** Material to process follows **

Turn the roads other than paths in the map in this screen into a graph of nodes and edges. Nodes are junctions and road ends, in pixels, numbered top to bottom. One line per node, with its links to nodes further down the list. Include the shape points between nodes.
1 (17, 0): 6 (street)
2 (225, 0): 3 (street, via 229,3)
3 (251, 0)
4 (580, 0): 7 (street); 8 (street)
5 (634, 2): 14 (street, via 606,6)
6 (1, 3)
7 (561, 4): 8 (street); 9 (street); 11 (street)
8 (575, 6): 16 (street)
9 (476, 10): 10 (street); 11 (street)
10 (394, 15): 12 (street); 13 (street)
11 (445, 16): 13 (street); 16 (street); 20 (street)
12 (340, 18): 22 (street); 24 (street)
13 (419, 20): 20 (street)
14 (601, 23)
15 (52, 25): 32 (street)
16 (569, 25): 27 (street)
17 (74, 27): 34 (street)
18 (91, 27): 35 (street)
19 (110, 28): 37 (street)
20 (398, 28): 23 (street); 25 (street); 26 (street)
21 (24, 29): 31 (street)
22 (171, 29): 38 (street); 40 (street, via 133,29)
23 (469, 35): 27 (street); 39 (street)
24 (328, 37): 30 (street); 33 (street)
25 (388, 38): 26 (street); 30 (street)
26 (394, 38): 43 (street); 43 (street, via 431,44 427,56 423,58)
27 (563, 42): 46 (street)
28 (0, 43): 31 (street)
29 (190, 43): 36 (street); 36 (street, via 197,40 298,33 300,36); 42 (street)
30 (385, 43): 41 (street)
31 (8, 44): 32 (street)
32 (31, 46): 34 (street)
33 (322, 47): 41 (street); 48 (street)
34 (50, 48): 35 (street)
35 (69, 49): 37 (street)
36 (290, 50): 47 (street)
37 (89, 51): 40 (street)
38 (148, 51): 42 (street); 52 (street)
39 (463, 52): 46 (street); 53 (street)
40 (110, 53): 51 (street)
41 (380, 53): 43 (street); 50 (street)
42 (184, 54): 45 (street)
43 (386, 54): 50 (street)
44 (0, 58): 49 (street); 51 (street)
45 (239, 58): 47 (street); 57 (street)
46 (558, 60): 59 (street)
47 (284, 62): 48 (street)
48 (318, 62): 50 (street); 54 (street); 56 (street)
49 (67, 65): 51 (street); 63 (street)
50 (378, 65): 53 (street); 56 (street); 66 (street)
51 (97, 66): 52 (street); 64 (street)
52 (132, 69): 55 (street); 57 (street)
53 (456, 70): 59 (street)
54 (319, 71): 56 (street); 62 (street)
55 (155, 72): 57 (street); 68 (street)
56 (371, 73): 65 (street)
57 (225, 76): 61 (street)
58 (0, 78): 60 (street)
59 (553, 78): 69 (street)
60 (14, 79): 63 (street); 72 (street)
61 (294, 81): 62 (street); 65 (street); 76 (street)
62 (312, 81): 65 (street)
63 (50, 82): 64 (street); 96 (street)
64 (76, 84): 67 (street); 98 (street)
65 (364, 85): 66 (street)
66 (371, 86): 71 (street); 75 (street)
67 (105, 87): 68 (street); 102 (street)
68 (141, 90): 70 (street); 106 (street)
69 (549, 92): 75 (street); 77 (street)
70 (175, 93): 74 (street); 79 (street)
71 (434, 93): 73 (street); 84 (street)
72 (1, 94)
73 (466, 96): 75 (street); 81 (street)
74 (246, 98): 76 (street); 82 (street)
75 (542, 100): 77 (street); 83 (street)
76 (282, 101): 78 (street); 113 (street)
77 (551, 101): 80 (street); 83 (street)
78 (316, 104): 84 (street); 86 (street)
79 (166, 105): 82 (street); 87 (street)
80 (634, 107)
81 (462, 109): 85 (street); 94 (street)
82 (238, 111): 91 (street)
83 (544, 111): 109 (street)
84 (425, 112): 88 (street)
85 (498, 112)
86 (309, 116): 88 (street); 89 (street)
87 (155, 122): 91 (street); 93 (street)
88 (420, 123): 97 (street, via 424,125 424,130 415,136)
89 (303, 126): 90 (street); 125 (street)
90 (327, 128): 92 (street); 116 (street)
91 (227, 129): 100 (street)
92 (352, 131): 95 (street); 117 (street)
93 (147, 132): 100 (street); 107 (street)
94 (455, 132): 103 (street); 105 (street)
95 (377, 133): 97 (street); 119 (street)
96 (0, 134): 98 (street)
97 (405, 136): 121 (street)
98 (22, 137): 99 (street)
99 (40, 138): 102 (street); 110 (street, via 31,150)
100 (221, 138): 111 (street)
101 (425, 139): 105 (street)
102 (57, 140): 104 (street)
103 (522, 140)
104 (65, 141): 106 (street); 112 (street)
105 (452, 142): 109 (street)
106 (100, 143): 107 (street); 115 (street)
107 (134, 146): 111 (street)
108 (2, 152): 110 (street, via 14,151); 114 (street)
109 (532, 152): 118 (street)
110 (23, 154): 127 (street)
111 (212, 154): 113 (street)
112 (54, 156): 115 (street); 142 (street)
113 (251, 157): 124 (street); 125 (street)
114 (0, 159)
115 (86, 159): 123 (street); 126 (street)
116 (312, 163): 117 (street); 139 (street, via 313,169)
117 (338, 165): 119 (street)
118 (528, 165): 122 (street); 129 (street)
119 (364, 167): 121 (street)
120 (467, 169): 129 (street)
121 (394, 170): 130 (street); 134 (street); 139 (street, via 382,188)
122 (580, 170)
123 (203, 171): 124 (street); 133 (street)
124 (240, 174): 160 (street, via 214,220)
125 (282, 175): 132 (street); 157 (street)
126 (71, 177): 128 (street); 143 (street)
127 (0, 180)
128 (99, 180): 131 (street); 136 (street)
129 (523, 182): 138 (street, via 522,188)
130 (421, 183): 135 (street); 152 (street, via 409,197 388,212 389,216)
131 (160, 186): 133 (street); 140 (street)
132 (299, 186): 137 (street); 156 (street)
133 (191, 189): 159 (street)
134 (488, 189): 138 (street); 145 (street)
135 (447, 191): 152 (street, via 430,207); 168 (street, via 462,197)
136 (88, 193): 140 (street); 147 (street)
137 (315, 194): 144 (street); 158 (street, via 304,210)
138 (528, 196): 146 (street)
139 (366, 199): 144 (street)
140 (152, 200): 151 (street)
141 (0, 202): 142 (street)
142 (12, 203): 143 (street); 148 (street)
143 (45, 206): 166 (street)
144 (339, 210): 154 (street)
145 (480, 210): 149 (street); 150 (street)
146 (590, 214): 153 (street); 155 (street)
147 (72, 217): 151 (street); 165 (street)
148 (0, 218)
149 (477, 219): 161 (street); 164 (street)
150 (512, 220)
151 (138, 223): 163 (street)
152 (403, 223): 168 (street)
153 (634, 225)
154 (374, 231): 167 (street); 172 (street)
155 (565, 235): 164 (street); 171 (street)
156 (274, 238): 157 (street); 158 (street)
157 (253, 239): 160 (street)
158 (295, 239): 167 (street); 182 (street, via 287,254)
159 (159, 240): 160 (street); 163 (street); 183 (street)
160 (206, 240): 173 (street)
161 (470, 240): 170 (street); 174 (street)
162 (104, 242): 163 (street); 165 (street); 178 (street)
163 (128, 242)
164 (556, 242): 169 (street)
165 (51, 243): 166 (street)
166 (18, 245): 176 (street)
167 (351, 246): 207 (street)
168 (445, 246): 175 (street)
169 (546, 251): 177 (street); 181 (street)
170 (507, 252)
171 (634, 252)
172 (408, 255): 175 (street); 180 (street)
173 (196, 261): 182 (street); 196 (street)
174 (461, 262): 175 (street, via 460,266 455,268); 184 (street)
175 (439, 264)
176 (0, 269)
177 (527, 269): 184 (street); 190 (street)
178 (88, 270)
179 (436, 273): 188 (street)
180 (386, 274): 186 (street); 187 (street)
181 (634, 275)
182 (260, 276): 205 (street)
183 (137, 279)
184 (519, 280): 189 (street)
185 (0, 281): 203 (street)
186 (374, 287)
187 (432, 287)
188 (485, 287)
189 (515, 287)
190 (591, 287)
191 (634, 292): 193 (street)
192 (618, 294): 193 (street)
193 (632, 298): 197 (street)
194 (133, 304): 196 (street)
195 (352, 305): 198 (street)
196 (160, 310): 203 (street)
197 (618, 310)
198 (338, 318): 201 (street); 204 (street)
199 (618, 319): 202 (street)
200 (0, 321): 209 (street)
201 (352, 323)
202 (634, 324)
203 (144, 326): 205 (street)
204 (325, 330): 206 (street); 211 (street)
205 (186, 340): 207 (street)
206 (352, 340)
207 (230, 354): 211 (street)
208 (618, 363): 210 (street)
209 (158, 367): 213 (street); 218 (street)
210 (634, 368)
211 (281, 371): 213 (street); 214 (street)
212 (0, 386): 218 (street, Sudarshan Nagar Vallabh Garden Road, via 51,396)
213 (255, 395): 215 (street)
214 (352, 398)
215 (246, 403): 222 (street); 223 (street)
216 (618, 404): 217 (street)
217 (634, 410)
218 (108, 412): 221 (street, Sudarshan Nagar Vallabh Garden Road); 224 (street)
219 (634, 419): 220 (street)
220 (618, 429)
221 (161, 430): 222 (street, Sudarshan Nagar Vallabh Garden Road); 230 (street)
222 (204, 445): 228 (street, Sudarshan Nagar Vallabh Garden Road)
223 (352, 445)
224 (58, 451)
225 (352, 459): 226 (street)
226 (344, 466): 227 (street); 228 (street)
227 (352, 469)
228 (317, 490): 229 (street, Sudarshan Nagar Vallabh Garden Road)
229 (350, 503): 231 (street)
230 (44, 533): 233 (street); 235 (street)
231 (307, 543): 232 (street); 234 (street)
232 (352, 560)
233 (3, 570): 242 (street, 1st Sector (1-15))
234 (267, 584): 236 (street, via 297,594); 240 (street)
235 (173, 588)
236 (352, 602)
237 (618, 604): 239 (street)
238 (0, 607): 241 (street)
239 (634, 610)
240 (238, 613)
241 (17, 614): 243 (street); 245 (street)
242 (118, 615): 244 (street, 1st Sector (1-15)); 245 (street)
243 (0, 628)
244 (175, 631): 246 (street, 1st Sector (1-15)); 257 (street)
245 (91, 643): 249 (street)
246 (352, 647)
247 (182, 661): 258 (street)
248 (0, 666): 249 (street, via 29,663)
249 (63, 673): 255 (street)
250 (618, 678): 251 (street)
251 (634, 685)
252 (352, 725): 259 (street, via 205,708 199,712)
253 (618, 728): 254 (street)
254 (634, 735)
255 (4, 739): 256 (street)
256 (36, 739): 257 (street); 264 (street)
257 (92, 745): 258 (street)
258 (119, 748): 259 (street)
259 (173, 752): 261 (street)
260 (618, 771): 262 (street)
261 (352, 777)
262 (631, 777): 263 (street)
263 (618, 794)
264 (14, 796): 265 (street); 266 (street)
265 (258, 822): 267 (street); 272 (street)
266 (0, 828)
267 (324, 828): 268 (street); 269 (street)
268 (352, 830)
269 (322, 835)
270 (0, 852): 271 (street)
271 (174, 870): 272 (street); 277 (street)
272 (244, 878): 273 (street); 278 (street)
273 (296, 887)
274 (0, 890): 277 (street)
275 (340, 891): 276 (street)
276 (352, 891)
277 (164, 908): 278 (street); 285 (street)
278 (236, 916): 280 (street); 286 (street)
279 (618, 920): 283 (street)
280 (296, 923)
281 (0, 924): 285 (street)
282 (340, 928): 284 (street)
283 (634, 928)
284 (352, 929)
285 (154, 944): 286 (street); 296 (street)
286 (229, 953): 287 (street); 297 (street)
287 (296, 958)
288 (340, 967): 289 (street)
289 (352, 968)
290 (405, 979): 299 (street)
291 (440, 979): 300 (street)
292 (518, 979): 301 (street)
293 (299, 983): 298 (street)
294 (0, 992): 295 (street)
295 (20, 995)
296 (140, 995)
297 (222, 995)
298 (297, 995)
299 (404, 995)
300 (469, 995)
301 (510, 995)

** End of Material to process **

Activity: Each line of the material above that includes the word "Vallabh" counts once; give the total number alone.

Response below: 5